Figure 3Sensitivity to likelihood uncertainty, separated by population type.
It is calculated as the average difference in the sensory weights between the low likelihood uncertainty conditions (reliable sensory info) and the high likelihood uncertainty conditions. Represented is the average sensitivity to likelihood uncertainty (including both sessions) ± s.e.m. for PD patients off-medication (open light grey circles,), PD patients on-medication (closed dark grey circles,) and controls (black triangles,). PD patients had lower sensitivity to likelihood uncertainty compared to controls (F1,29 = 8.44, p-val = 0.007; mixed-effects ANOVA with subject as a random effect nested under population, and population and session as factors), while there was no significant effect of session (F1,29=1.35, p-val=0.25) or medication state (t14=0.776, p-val =0.45; paired t-test). Data from n=15 PD patients and n=15 controls.
Figure 4Reaction to trial-by-trial changes in likelihood uncertainty.

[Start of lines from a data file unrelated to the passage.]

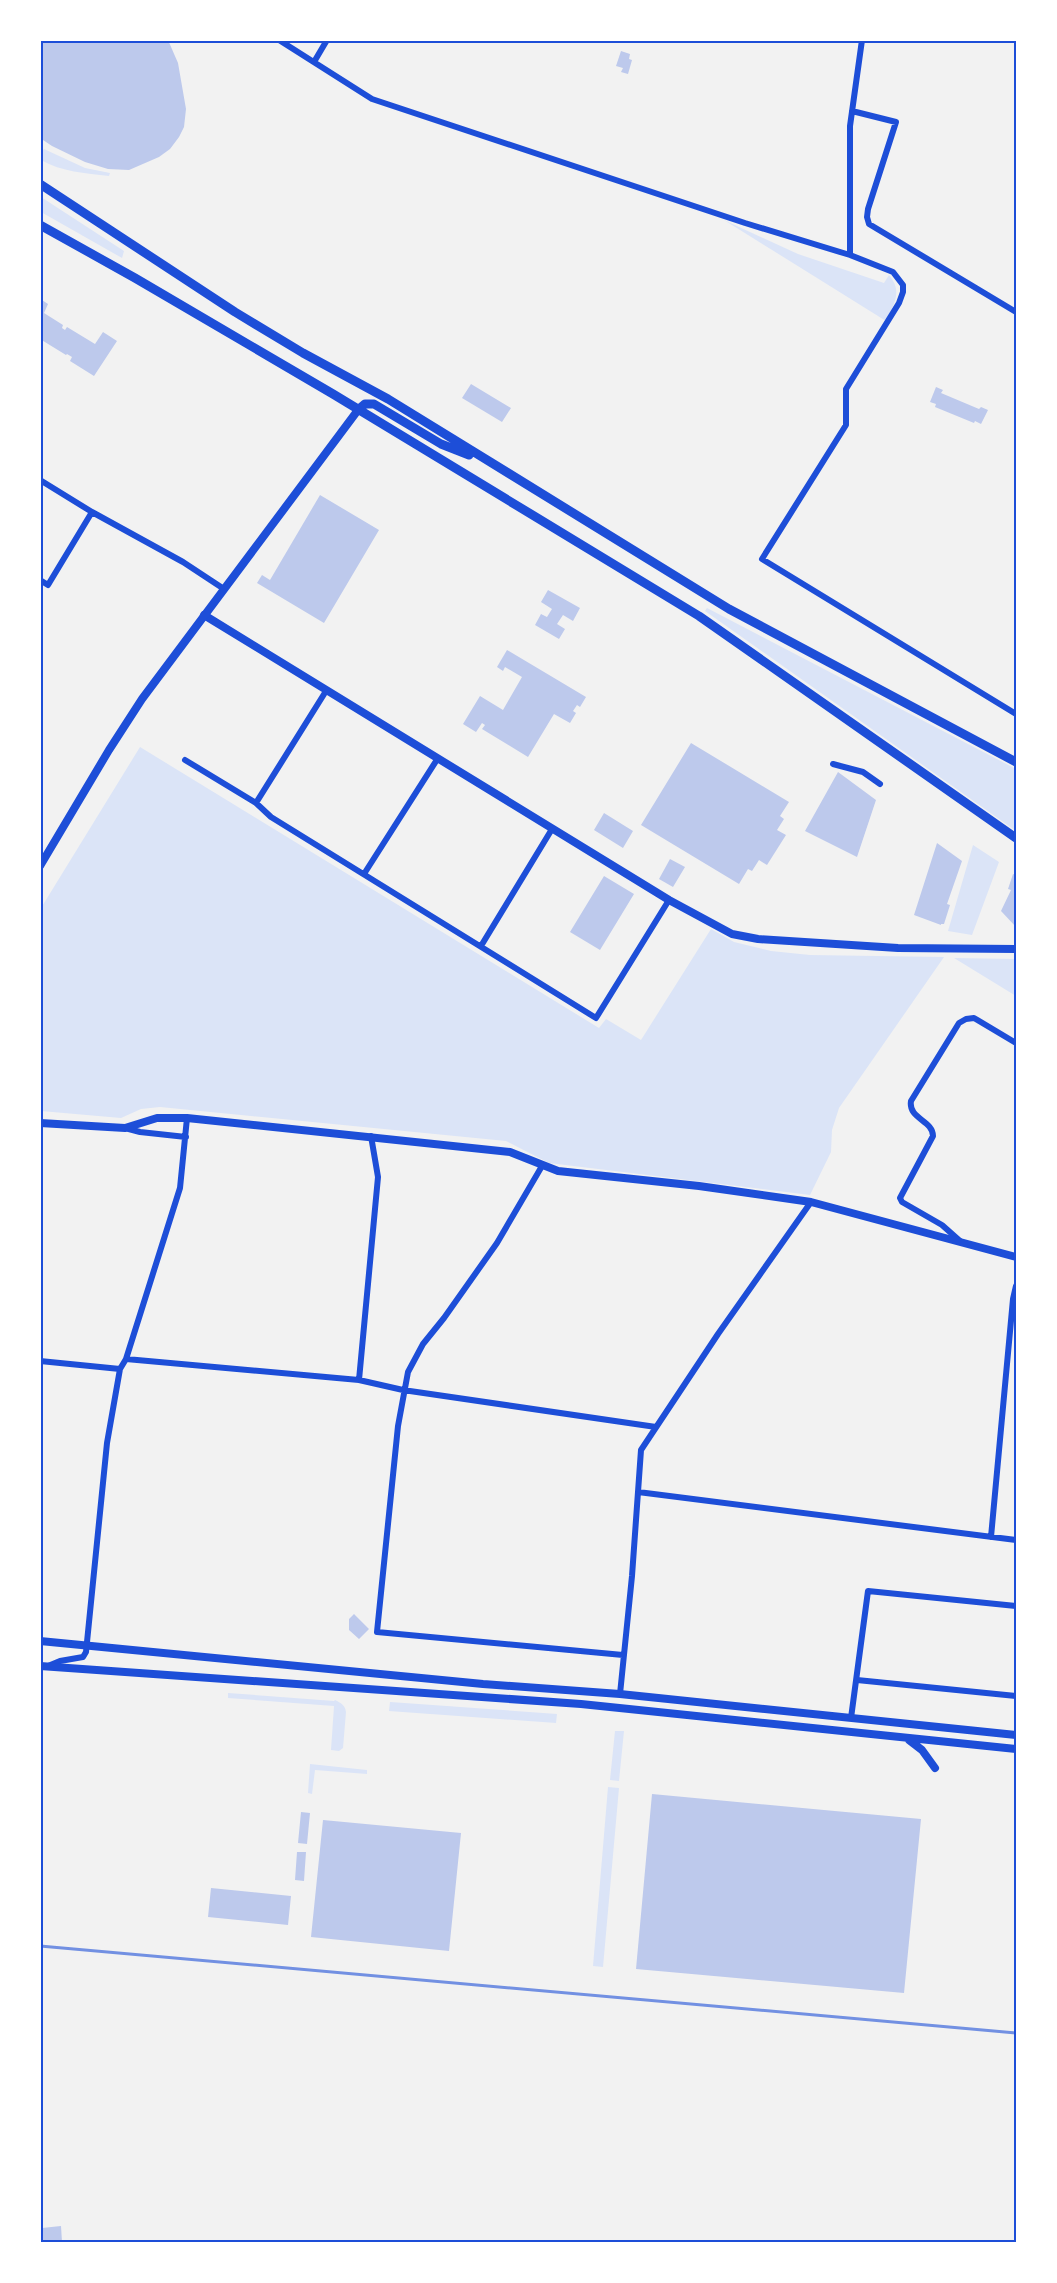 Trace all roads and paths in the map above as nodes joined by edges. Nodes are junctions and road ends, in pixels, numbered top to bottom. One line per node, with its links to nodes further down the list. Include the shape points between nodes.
1 (279, 40): 4 (street)
2 (327, 40): 4 (street)
3 (862, 40): 5 (street)
4 (314, 62): 8 (street, via 372,99)
5 (852, 111): 8 (street); 9 (street, via 896,122 868,209 869,224)
6 (40, 184): 11 (main road, via 236,312)
7 (40, 225): 10 (main road)
8 (850, 255): 18 (street, via 893,272 903,285 903,292 846,389 846,425 762,559)
9 (1017, 312)
10 (358, 410): 11 (main road, via 364,404 374,404 441,444); 15 (main road); 26 (main road, via 699,616)
11 (490, 463): 21 (main road, via 729,609)
12 (40, 480): 13 (street)
13 (93, 512): 14 (street, via 48,585); 15 (street)
14 (40, 580)
15 (224, 589): 16 (main road)
16 (204, 615): 17 (street); 27 (main road, via 142,699)
17 (326, 691): 19 (street); 24 (street)
18 (1017, 714)
19 (438, 758): 25 (street); 28 (street)
20 (185, 760): 24 (street)
21 (1017, 762)
22 (833, 764): 23 (street, via 863,772)
23 (880, 784)
24 (256, 803): 28 (street, via 271,817)
25 (552, 829): 29 (street); 30 (street)
26 (1017, 838)
27 (40, 866)
28 (364, 874): 30 (street)
29 (669, 900): 30 (street, via 596,1018); 31 (street, via 732,934 758,939 898,948)
30 (481, 946)
31 (1015, 948)
32 (1017, 1043): 40 (street, via 974,1018 966,1019 959,1023 911,1101 912,1113 931,1128 933,1136 900,1198)
33 (188, 1118): 35 (street, via 157,1118); 36 (street); 37 (street)
34 (40, 1123): 35 (street)
35 (125, 1128): 37 (street)
36 (371, 1136): 38 (street, via 510,1152); 46 (street, via 378,1177)
37 (186, 1137): 43 (street, via 180,1188)
38 (542, 1166): 39 (street); 47 (street, via 496,1243 423,1344)
39 (811, 1202): 40 (street); 48 (street)
40 (962, 1243): 41 (street)
41 (1017, 1257)
42 (1017, 1286): 50 (street)
43 (126, 1359): 45 (street); 46 (street)
44 (40, 1361): 45 (street)
45 (120, 1369): 54 (street, via 107,1443)
46 (359, 1380): 47 (street)
47 (403, 1390): 48 (street); 55 (street, via 377,1632)
48 (656, 1427): 49 (street, via 641,1450)
49 (639, 1492): 50 (street); 55 (street)
50 (991, 1537): 51 (street)
51 (1017, 1540)
52 (1017, 1606): 57 (street, via 868,1591)
53 (40, 1641): 54 (main road)
54 (86, 1645): 56 (street, via 83,1657); 58 (main road)
55 (623, 1655): 58 (street)
56 (44, 1666): 63 (main road, via 581,1704)
57 (857, 1680): 59 (street); 60 (street)
58 (620, 1694): 60 (main road)
59 (1017, 1696)
60 (851, 1718): 61 (main road)
61 (939, 1727): 62 (main road); 64 (street)
62 (1017, 1735)
63 (906, 1738): 64 (main road); 66 (main road, via 922,1750)
64 (937, 1741): 65 (main road)
65 (1017, 1749)
66 (934, 1768) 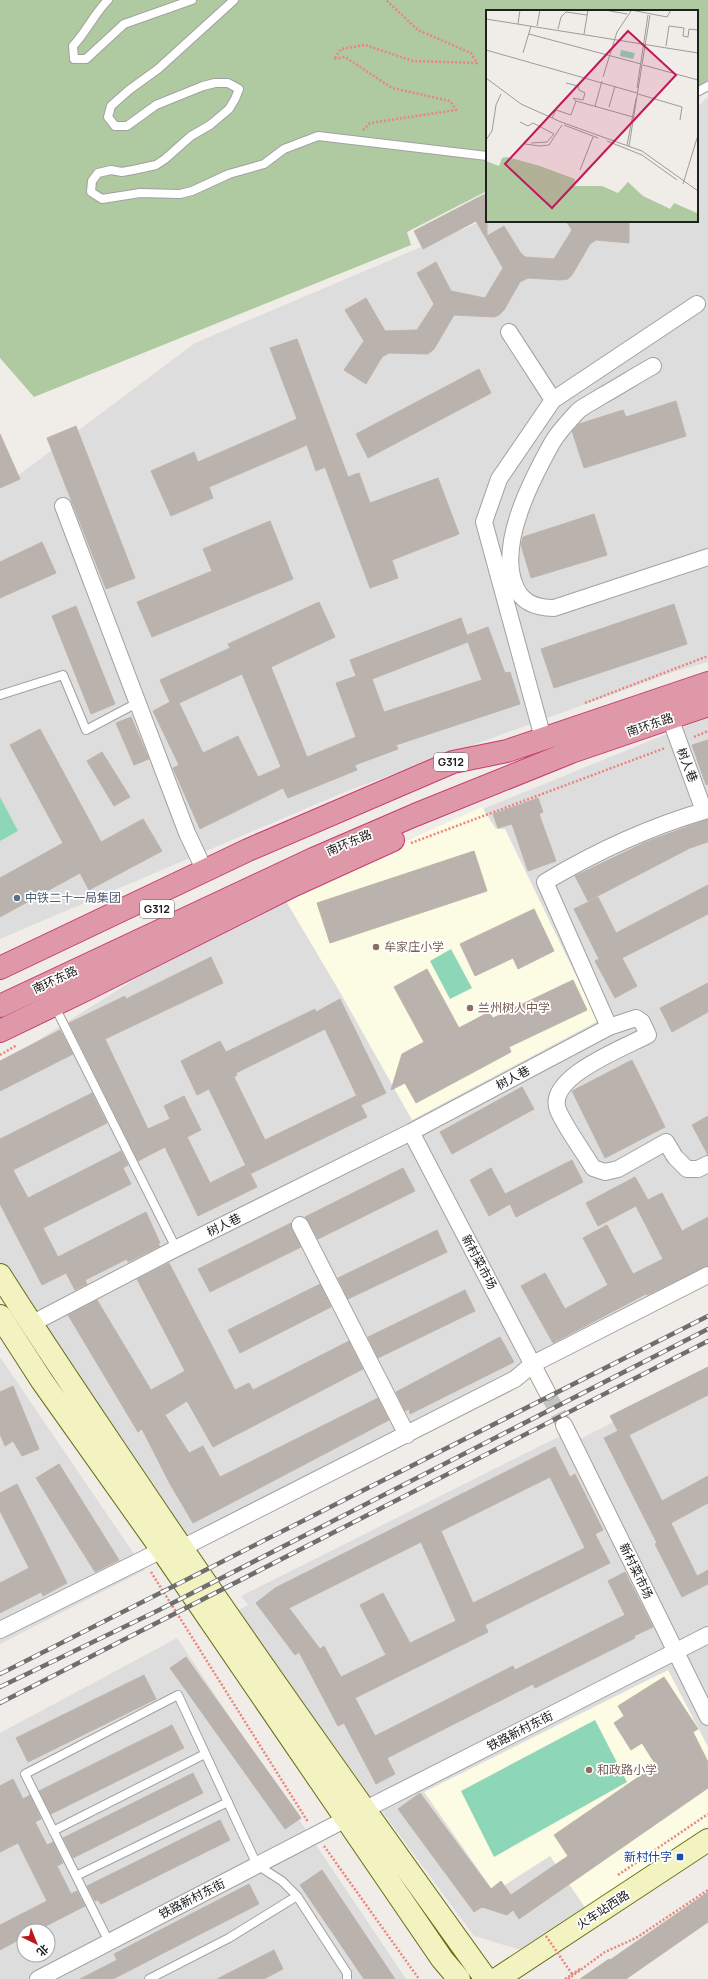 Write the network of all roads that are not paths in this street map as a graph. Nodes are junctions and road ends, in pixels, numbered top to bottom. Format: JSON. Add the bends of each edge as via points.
{"nodes":[{"id":1,"x":108,"y":0,"type":"edge"},
{"id":2,"x":192,"y":0,"type":"edge"},
{"id":3,"x":234,"y":0,"type":"edge"},
{"id":4,"x":708,"y":86,"type":"edge"},
{"id":5,"x":698,"y":91,"type":"edge"},
{"id":6,"x":486,"y":156,"type":"edge"},
{"id":7,"x":697,"y":304,"type":"dead end"},
{"id":8,"x":510,"y":332,"type":"dead end"},
{"id":9,"x":653,"y":366,"type":"dead end"},
{"id":10,"x":553,"y":400,"type":"junction"},
{"id":11,"x":63,"y":506,"type":"dead end"},
{"id":12,"x":708,"y":557,"type":"edge"},
{"id":13,"x":507,"y":582,"type":"junction"},
{"id":14,"x":708,"y":683,"type":"edge"},
{"id":15,"x":0,"y":695,"type":"edge"},
{"id":16,"x":137,"y":704,"type":"junction"},
{"id":17,"x":708,"y":705,"type":"edge"},
{"id":18,"x":670,"y":718,"type":"junction"},
{"id":19,"x":543,"y":738,"type":"junction"},
{"id":20,"x":507,"y":751,"type":"junction"},
{"id":21,"x":503,"y":780,"type":"junction"},
{"id":22,"x":205,"y":871,"type":"junction"},
{"id":23,"x":0,"y":968,"type":"edge"},
{"id":24,"x":0,"y":983,"type":"edge"},
{"id":25,"x":54,"y":1004,"type":"junction"},
{"id":26,"x":0,"y":1006,"type":"edge"},
{"id":27,"x":609,"y":1027,"type":"junction"},
{"id":28,"x":0,"y":1031,"type":"edge"},
{"id":29,"x":411,"y":1132,"type":"junction"},
{"id":30,"x":708,"y":1164,"type":"edge"},
{"id":31,"x":300,"y":1225,"type":"dead end"},
{"id":32,"x":176,"y":1248,"type":"junction"},
{"id":33,"x":0,"y":1275,"type":"edge"},
{"id":34,"x":708,"y":1275,"type":"edge"},
{"id":35,"x":0,"y":1316,"type":"edge"},
{"id":36,"x":31,"y":1324,"type":"junction"},
{"id":37,"x":533,"y":1364,"type":"junction"},
{"id":38,"x":547,"y":1392,"type":"tunnel mouth"},
{"id":39,"x":564,"y":1424,"type":"tunnel mouth"},
{"id":40,"x":407,"y":1435,"type":"junction"},
{"id":41,"x":162,"y":1552,"type":"junction"},
{"id":42,"x":0,"y":1630,"type":"edge"},
{"id":43,"x":708,"y":1635,"type":"edge"},
{"id":44,"x":676,"y":1652,"type":"junction"},
{"id":45,"x":708,"y":1717,"type":"edge"},
{"id":46,"x":205,"y":1754,"type":"junction"},
{"id":47,"x":228,"y":1802,"type":"junction"},
{"id":48,"x":355,"y":1814,"type":"junction"},
{"id":49,"x":53,"y":1831,"type":"junction"},
{"id":50,"x":708,"y":1840,"type":"edge"},
{"id":51,"x":708,"y":1858,"type":"edge"},
{"id":52,"x":257,"y":1865,"type":"junction"},
{"id":53,"x":76,"y":1876,"type":"junction"},
{"id":54,"x":298,"y":1896,"type":"junction"},
{"id":55,"x":109,"y":1942,"type":"junction"},
{"id":56,"x":38,"y":1979,"type":"edge"},
{"id":57,"x":148,"y":1979,"type":"edge"},
{"id":58,"x":347,"y":1979,"type":"edge"},
{"id":59,"x":459,"y":1979,"type":"edge"},
{"id":60,"x":486,"y":1979,"type":"edge"},
{"id":61,"x":497,"y":1979,"type":"edge"},
{"id":62,"x":525,"y":1979,"type":"edge"}],
"edges":[{"from":1,"to":2,"type":"lane","via":[[73,46],[74,58],[86,59],[124,24]]},
{"from":3,"to":6,"type":"lane","via":[[158,69],[129,90],[112,106],[108,117],[115,126],[127,126],[168,100],[215,83],[228,83],[239,89],[228,109],[156,165],[122,172],[111,170],[98,173],[92,181],[91,192],[102,199],[140,193],[180,194],[229,174],[264,164],[284,149],[318,136]]},
{"from":4,"to":5,"type":"lane"},
{"from":7,"to":10,"type":"street"},
{"from":8,"to":10,"type":"street"},
{"from":9,"to":13,"type":"street","via":[[578,410],[553,441],[529,489],[512,539]]},
{"from":10,"to":13,"type":"street","via":[[499,479],[484,522]]},
{"from":11,"to":16,"type":"street"},
{"from":12,"to":13,"type":"street","via":[[554,608],[533,605]]},
{"from":13,"to":19,"type":"street"},
{"from":14,"to":19,"type":"highway","name":"南环东路","number":"G312"},
{"from":15,"to":16,"type":"lane","via":[[63,675],[86,730]]},
{"from":16,"to":22,"type":"street","via":[[187,833]]},
{"from":17,"to":18,"type":"highway","name":"南环东路","number":"G312"},
{"from":18,"to":21,"type":"highway","name":"南环东路","number":"G312","via":[[571,752]]},
{"from":18,"to":27,"type":"street","name":"树人巷","via":[[704,811],[630,837],[588,856],[545,882]]},
{"from":19,"to":20,"type":"highway","name":"南环东路","number":"G312"},
{"from":20,"to":22,"type":"highway","name":"南环东路","number":"G312","via":[[453,762],[322,817]]},
{"from":20,"to":24,"type":"highway","name":"南环东路","number":"G312","via":[[315,836]]},
{"from":21,"to":25,"type":"highway","via":[[438,819],[294,885]]},
{"from":21,"to":26,"type":"highway","name":"南环东路","number":"G312","via":[[313,859]]},
{"from":22,"to":23,"type":"highway","name":"南环东路"},
{"from":25,"to":28,"type":"highway"},
{"from":25,"to":32,"type":"lane"},
{"from":27,"to":29,"type":"street","name":"树人巷"},
{"from":27,"to":30,"type":"street","via":[[636,1018],[642,1022],[648,1035],[578,1071],[567,1081],[558,1097],[558,1109],[593,1168],[605,1172],[618,1169],[666,1142],[675,1157],[687,1169],[698,1169]]},
{"from":29,"to":32,"type":"street","name":"树人巷"},
{"from":29,"to":37,"type":"street","name":"新村菜市场"},
{"from":31,"to":40,"type":"street"},
{"from":32,"to":36,"type":"street","name":"树人巷"},
{"from":33,"to":36,"type":"street"},
{"from":34,"to":37,"type":"street"},
{"from":35,"to":41,"type":"street","via":[[42,1381]]},
{"from":36,"to":41,"type":"street"},
{"from":37,"to":38,"type":"street","name":"新村菜市场"},
{"from":37,"to":40,"type":"street","via":[[515,1379]]},
{"from":39,"to":44,"type":"street","name":"新村菜市场"},
{"from":40,"to":41,"type":"street"},
{"from":41,"to":42,"type":"street"},
{"from":41,"to":48,"type":"street"},
{"from":43,"to":44,"type":"street","name":"铁路新村东街"},
{"from":44,"to":45,"type":"street","name":"新村菜市场"},
{"from":44,"to":48,"type":"street","name":"铁路新村东街"},
{"from":46,"to":47,"type":"lane"},
{"from":46,"to":49,"type":"lane"},
{"from":46,"to":49,"type":"lane","via":[[178,1695],[25,1774]]},
{"from":47,"to":52,"type":"lane"},
{"from":47,"to":53,"type":"lane"},
{"from":48,"to":52,"type":"street","name":"铁路新村东街"},
{"from":48,"to":59,"type":"street","via":[[442,1959]]},
{"from":48,"to":60,"type":"street"},
{"from":49,"to":53,"type":"lane"},
{"from":50,"to":61,"type":"street","name":"火车站西路"},
{"from":51,"to":62,"type":"street","name":"火车站西路"},
{"from":52,"to":54,"type":"lane","via":[[282,1881]]},
{"from":52,"to":55,"type":"street","name":"铁路新村东街"},
{"from":53,"to":55,"type":"lane"},
{"from":54,"to":57,"type":"lane","via":[[229,1938]]},
{"from":54,"to":58,"type":"lane","via":[[347,1973]]},
{"from":55,"to":56,"type":"street","name":"铁路新村东街"}]} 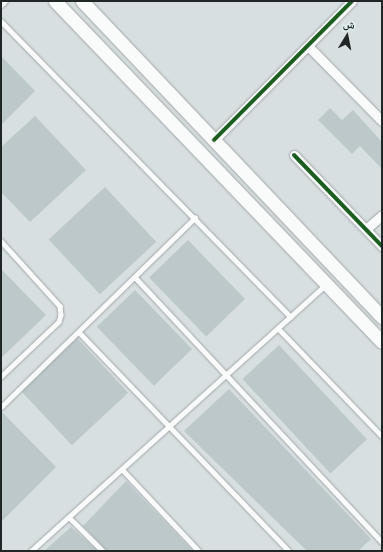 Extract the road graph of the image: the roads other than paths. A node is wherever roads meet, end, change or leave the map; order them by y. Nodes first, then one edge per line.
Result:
1 (5, 1) edge
2 (55, 1) edge
3 (82, 1) edge
4 (352, 1) edge
5 (1, 5) edge
6 (1, 20) edge
7 (308, 46) junction
8 (381, 117) edge
9 (214, 140) junction
10 (294, 155) dead end
11 (382, 215) edge
12 (195, 218) junction
13 (366, 229) junction
14 (1, 241) edge
15 (382, 246) edge
16 (135, 277) junction
17 (328, 283) junction
18 (290, 316) junction
19 (382, 317) edge
20 (278, 328) junction
21 (79, 332) junction
22 (382, 342) edge
23 (225, 376) junction
24 (1, 377) edge
25 (1, 407) edge
26 (168, 427) junction
27 (382, 436) edge
28 (122, 469) junction
29 (68, 517) junction
30 (382, 542) edge
31 (31, 551) edge
32 (103, 551) edge
33 (199, 551) edge
34 (289, 551) edge

1 - 5 lane
2 - 17 main road
3 - 9 main road
4 - 7 street
6 - 12 lane
7 - 8 street
7 - 9 street
9 - 19 main road
10 - 13 street
11 - 13 street
12 - 16 lane
12 - 18 lane
13 - 15 street
14 - 24 lane
16 - 21 lane
16 - 23 lane
17 - 18 lane
17 - 22 main road
18 - 20 lane
20 - 23 lane
20 - 27 lane
21 - 25 lane
21 - 26 lane
23 - 26 lane
23 - 30 lane
26 - 28 lane
26 - 34 lane
28 - 29 lane
28 - 33 lane
29 - 31 lane
29 - 32 lane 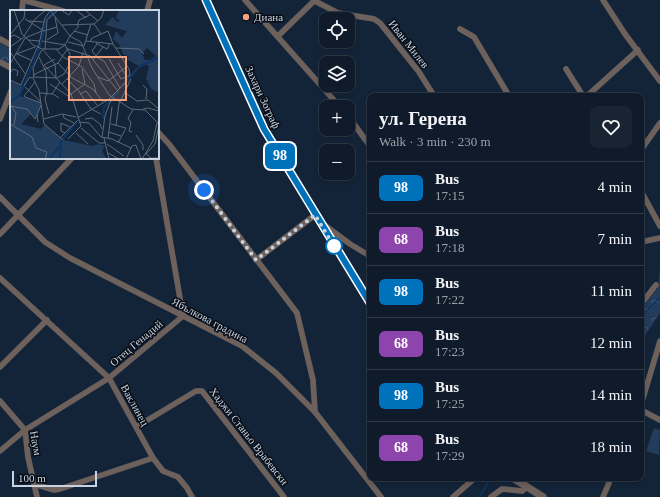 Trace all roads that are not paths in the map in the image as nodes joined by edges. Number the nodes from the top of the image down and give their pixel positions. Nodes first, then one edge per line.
1 (23, 0) edge
2 (150, 0) edge
3 (206, 0) edge
4 (245, 0) edge
5 (315, 0) edge
6 (603, 0) edge
7 (22, 10) edge
8 (59, 10) edge
9 (147, 10) edge
10 (460, 29) dead end
11 (278, 36) junction
12 (0, 39) edge
13 (10, 44) edge
14 (638, 50) junction
15 (0, 62) edge
16 (10, 67) edge
17 (566, 69) dead end
18 (660, 81) edge
19 (432, 93) edge
20 (507, 93) edge
21 (581, 93) edge
22 (591, 93) edge
23 (10, 94) edge
24 (334, 100) edge
25 (0, 119) edge
26 (660, 123) edge
27 (355, 126) edge
28 (159, 133) edge
29 (367, 142) edge
30 (644, 146) edge
31 (71, 159) edge
32 (156, 159) edge
33 (0, 197) edge
34 (644, 197) edge
35 (18, 216) junction
36 (317, 218) junction
37 (660, 226) edge
38 (0, 234) edge
39 (660, 238) edge
40 (644, 241) edge
41 (367, 254) edge
42 (256, 260) junction
43 (0, 278) edge
44 (656, 286) dead end
45 (367, 298) edge
46 (644, 300) edge
47 (183, 316) junction
48 (47, 320) junction
49 (660, 341) edge
50 (0, 367) edge
51 (109, 378) junction
52 (644, 395) edge
53 (0, 400) edge
54 (315, 412) junction
55 (644, 412) edge
56 (660, 420) edge
57 (136, 427) junction
58 (25, 430) junction
59 (0, 451) edge
60 (153, 458) junction
61 (367, 479) edge
62 (369, 481) edge
63 (472, 481) edge
64 (518, 481) edge
65 (610, 481) edge
66 (34, 484) junction
67 (527, 486) junction
68 (37, 497) edge
69 (192, 497) edge
70 (284, 497) edge
71 (381, 497) edge
72 (453, 497) edge
73 (491, 497) edge
74 (543, 497) edge
75 (603, 497) edge

1 - 7 street
1 - 8 street
2 - 9 street
3 - 36 street, Захари Зограф
4 - 11 street
5 - 11 street
5 - 19 street, Иван Милев
6 - 14 street
10 - 20 street
11 - 24 street
12 - 13 street
14 - 18 street
14 - 22 street
15 - 16 street
17 - 21 street
23 - 25 street
26 - 30 street
27 - 29 street
28 - 42 street
31 - 35 street
32 - 47 street
33 - 35 street, Ябълкова градина
34 - 37 street
35 - 38 street
35 - 47 street, Ябълкова градина
36 - 41 street
36 - 42 street
36 - 45 street, Захари Зограф
39 - 40 street
42 - 54 street
43 - 48 street, Ваклинец
44 - 46 street
47 - 51 street, Отец Генадий
47 - 54 street, Ябълкова градина
48 - 50 street
48 - 51 street, Ваклинец
49 - 52 street
51 - 57 street, Ваклинец
51 - 58 street, Отец Генадий
53 - 58 street, Наум
54 - 61 street, Ябълкова градина
55 - 56 street
57 - 60 street, Ваклинец
57 - 70 street, Хаджи Станьо Врабевски
58 - 59 street, Отец Генадий
58 - 66 street, Наум
60 - 66 street
60 - 69 street, Ваклинец
62 - 71 street, Ябълкова градина
63 - 72 street
64 - 67 street
65 - 75 street
66 - 68 street, Наум
67 - 73 street
67 - 74 street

Represented are the mean Pearson’s correlation values between a trial’s specific likelihood/sensory uncertainty (the s.d. of the cloud of dots shown in that trial) and the relative weight placed on sensory information on that trial (see Supplementary Methods for details). Shown is the average ± s.e.m. for PD patients off-medication (open light grey circles,), PD patients on-medication (closed dark grey circles,) and controls (black triangles,), averaged across sessions (n=15 PD patients and n=15 controls). Both PD patients and controls showed consistently negative correlations (t14=-6.05, p-val = 0.00003 for PD patients; t14=-6.61, p-val =0.00001 for Controls; correlations significantly different from 0, one-sample t-tests over Pearson’s correlation coefficients). However, PD patients off-medication showed weaker correlations compared to controls (t28=2.18, p-val =0.038, unpaired t-test over mean Pearson’s correlations values across groups), while there was no significant difference between PD patients on-medication and controls (t28=0.10, p-val = 0.92, unpaired t-test).